Background: Early recognition and treatment of sepsis would improve patients' outcome. But it is difficult to distinguish between sepsis and non-infectious conditions in the acute phase of clinical deterioration. We studied serum level of procalcitonin (PCT) as a method to diagnose and to evaluate sepsis. Methods: Between 1 March 2009 and 30 September 2009, 178 patients had their serum PCT tested during their clinical deterioration in the medical intensive care unit. These laboratories were evaluated, on a retrospective basis. We classified their clinical status as non-infection, local infection, sepsis, severe sepsis, and septic shock. Then, we compared their clinical status with level of PCT. Results: The number of clinical status is as follows: 18 non-infection, 33 local infection, 39 sepsis, 26 severe sepsis, and 62 septic shock patients.

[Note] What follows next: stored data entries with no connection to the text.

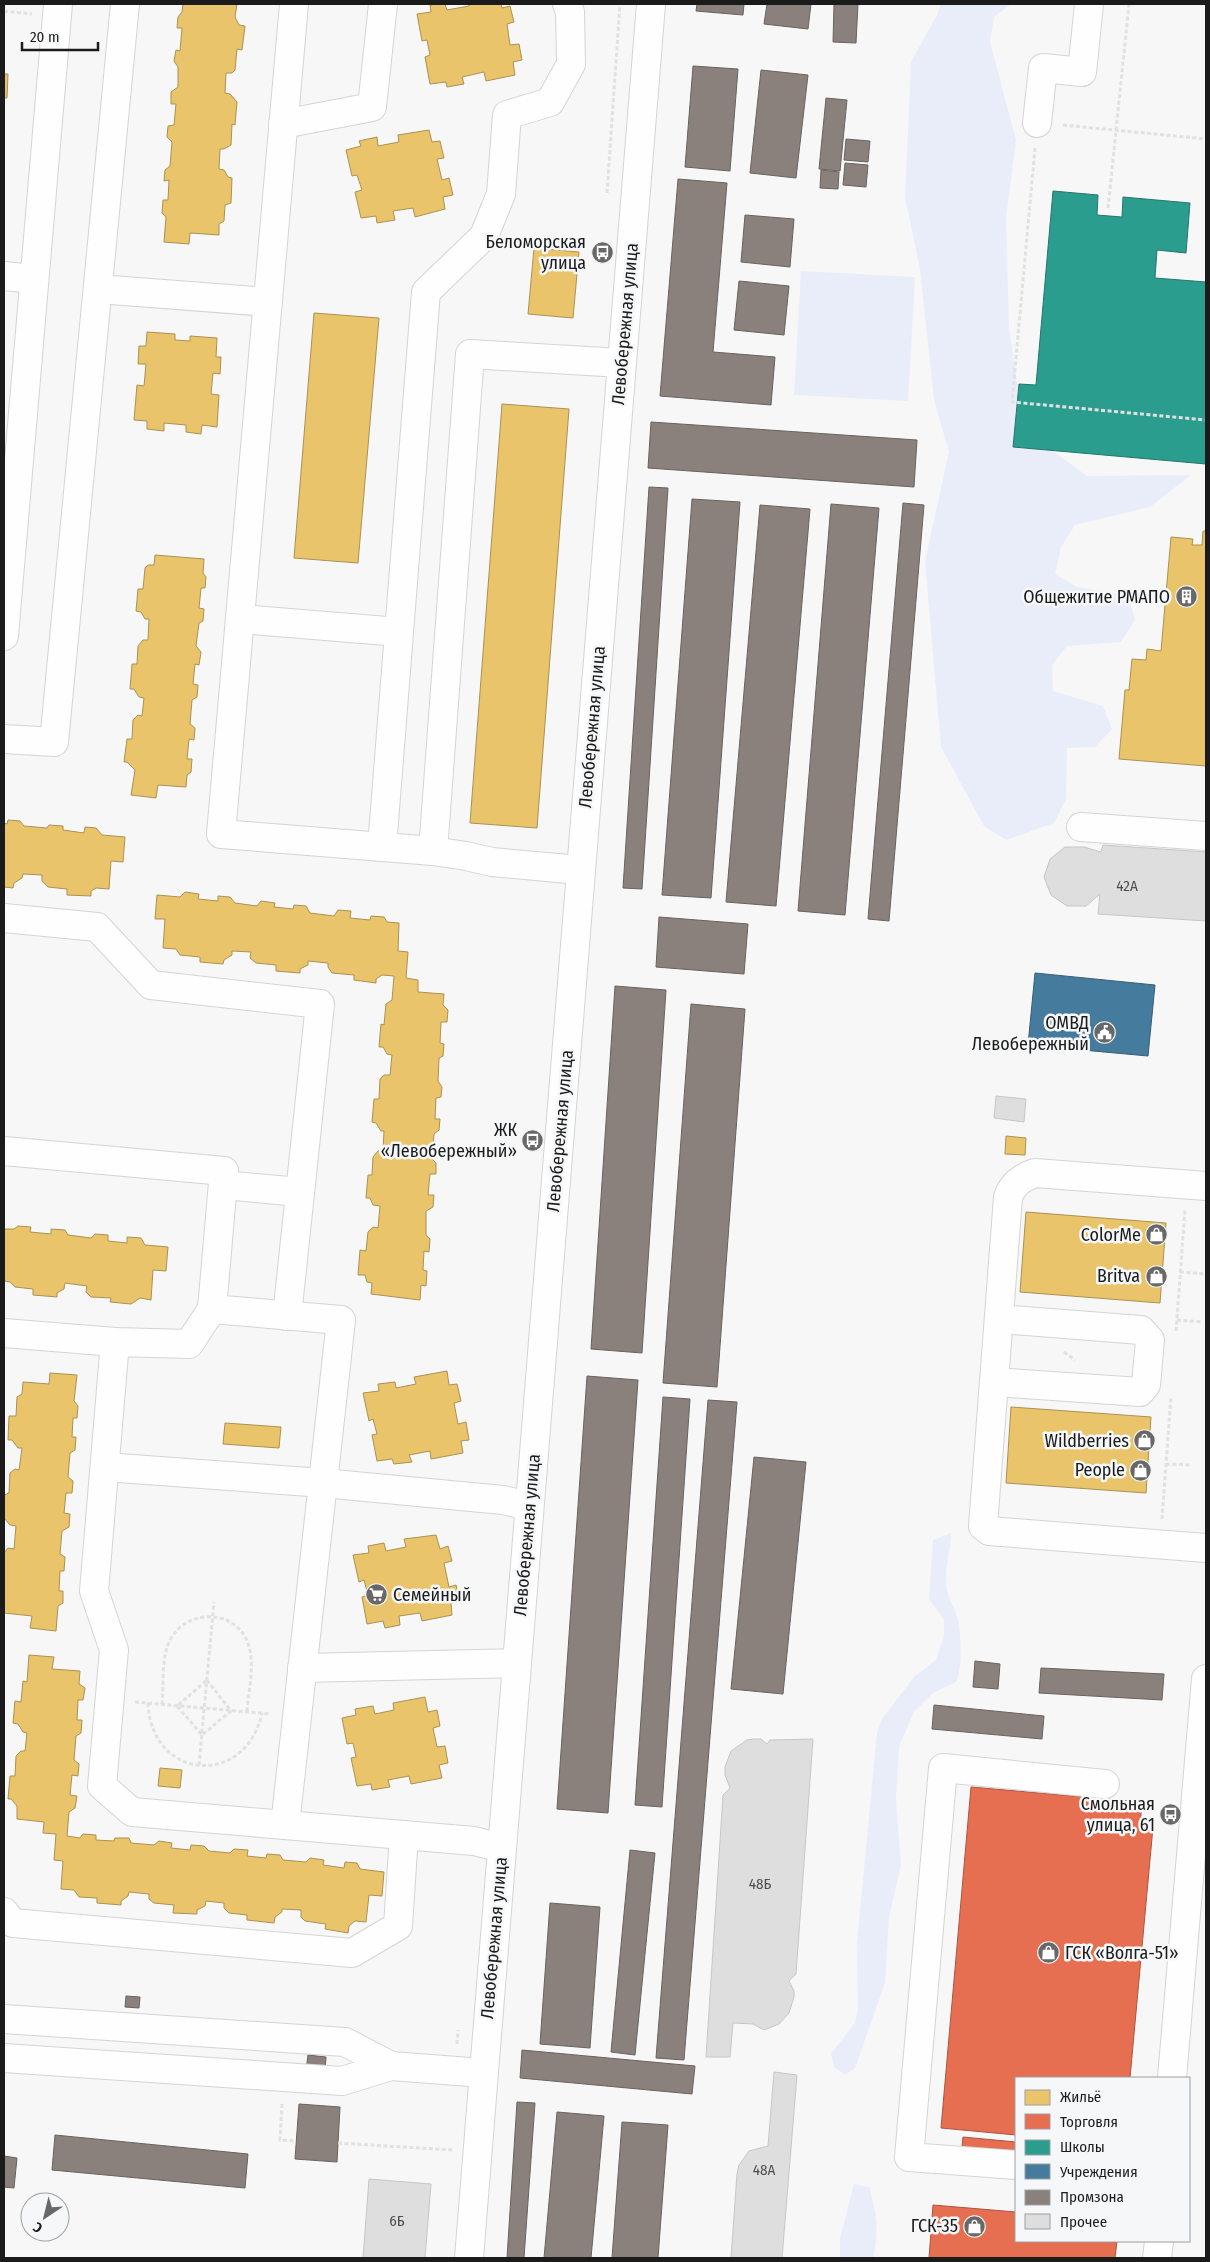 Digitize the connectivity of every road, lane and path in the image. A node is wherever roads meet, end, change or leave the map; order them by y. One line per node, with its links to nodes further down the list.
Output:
1 (58, 4): 15 (street)
2 (125, 4): 16 (street)
3 (294, 4): 10 (street)
4 (383, 4): 10 (street)
5 (567, 4): 21 (street)
6 (651, 4): 18 (street, Левобережная улица)
7 (1089, 4): 9 (street)
8 (1129, 4): 11 (path)
9 (1037, 122): 11 (path); 19 (path)
10 (283, 124): 17 (street)
11 (1116, 130): 12 (path); 13 (path)
12 (1206, 139)
13 (1108, 208)
14 (4, 276): 15 (street)
15 (34, 279): 22 (street)
16 (98, 289): 17 (street); 23 (street)
17 (268, 302): 20 (street)
18 (621, 363): 27 (street); 28 (street, Левобережная улица)
19 (1206, 420)
20 (240, 619): 21 (street); 26 (street)
21 (399, 632): 26 (street)
22 (4, 636)
23 (4, 739)
24 (1081, 827): 25 (street)
25 (1206, 836)
26 (382, 847): 27 (street)
27 (433, 851): 28 (street)
28 (580, 870): 50 (street, Левобережная улица)
29 (4, 918): 33 (street)
30 (4, 1151): 31 (street)
31 (223, 1185): 33 (street); 36 (street)
32 (1197, 1185): 34 (path); 38 (street)
33 (300, 1192): 37 (street)
34 (1180, 1272): 35 (path); 39 (path)
35 (1206, 1274)
36 (212, 1309): 37 (street); 43 (street)
37 (287, 1316): 49 (street)
38 (999, 1319): 44 (street); 44 (street)
39 (1177, 1320): 40 (path); 42 (path)
40 (1203, 1322)
41 (4, 1332): 43 (street)
42 (1176, 1340)
43 (115, 1342): 48 (street)
44 (994, 1382): 51 (street)
45 (1172, 1389): 46 (path)
46 (1166, 1464): 47 (path); 51 (path)
47 (1190, 1465)
48 (104, 1468): 49 (street); 59 (street)
49 (323, 1483): 50 (street); 56 (street)
50 (529, 1506): 55 (street, Левобережная улица)
51 (1160, 1544): 52 (street)
52 (1206, 1548)
53 (214, 1602): 54 (path)
54 (212, 1616): 58 (path); 61 (path); 65 (path)
55 (517, 1663): 56 (street); 74 (street, Левобережная улица)
56 (302, 1668): 67 (street)
57 (1206, 1679): 71 (street)
58 (207, 1680): 62 (path); 63 (path); 64 (path)
59 (110, 1700): 60 (path); 72 (street)
60 (148, 1703): 61 (path); 69 (path)
61 (162, 1704): 62 (path)
62 (177, 1706): 63 (path); 68 (path)
63 (204, 1708): 64 (path); 68 (path)
64 (232, 1710): 65 (path); 68 (path)
65 (247, 1712): 66 (path)
66 (262, 1713): 67 (path); 69 (path)
67 (297, 1716): 72 (street)
68 (202, 1735): 69 (path)
69 (199, 1765)
70 (1105, 1784): 83 (street)
71 (1201, 1810): 80 (street)
72 (285, 1825): 73 (street)
73 (404, 1835): 74 (street); 75 (street)
74 (502, 1848): 79 (street, Левобережная улица)
75 (4, 1912)
76 (4, 2019): 78 (street)
77 (4, 2058): 78 (street)
78 (391, 2066): 79 (street)
79 (483, 2073): 82 (street, Левобережная улица)
80 (1172, 2077)
81 (338, 2143): 82 (path)
82 (478, 2152): 85 (street, Левобережная улица)
83 (1015, 2165)
84 (1159, 2242): 86 (street)
85 (469, 2258)
86 (1157, 2258)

PCT level of non-septic group (non-infection and local infection) and septic group (sepsis, severe sepsis, septic shock) was $0.36{\pm}0.57$ ng/mL and $18.09{\pm}36.53$ ng/mL (p<0.001), respectively. Area under the curve for diagnosis of sepsis using cut-off value of PCT >0.5 ng/mL was 0.841 (p<0.001). Level of PCT as clinical status was statistically different between severe sepsis and septic shock ($^*severe$ sepsis; $4.53{\pm}6.15$ ng/mL, $^*septic$ shock $34.26{\pm}47.10$ ng/mL, $^*p$ <0.001). Conclusion: Level of PCT at clinical deterioration showed diagnostic power for septic condition. The level of PCT was statistically different between severe sepsis and septic shock.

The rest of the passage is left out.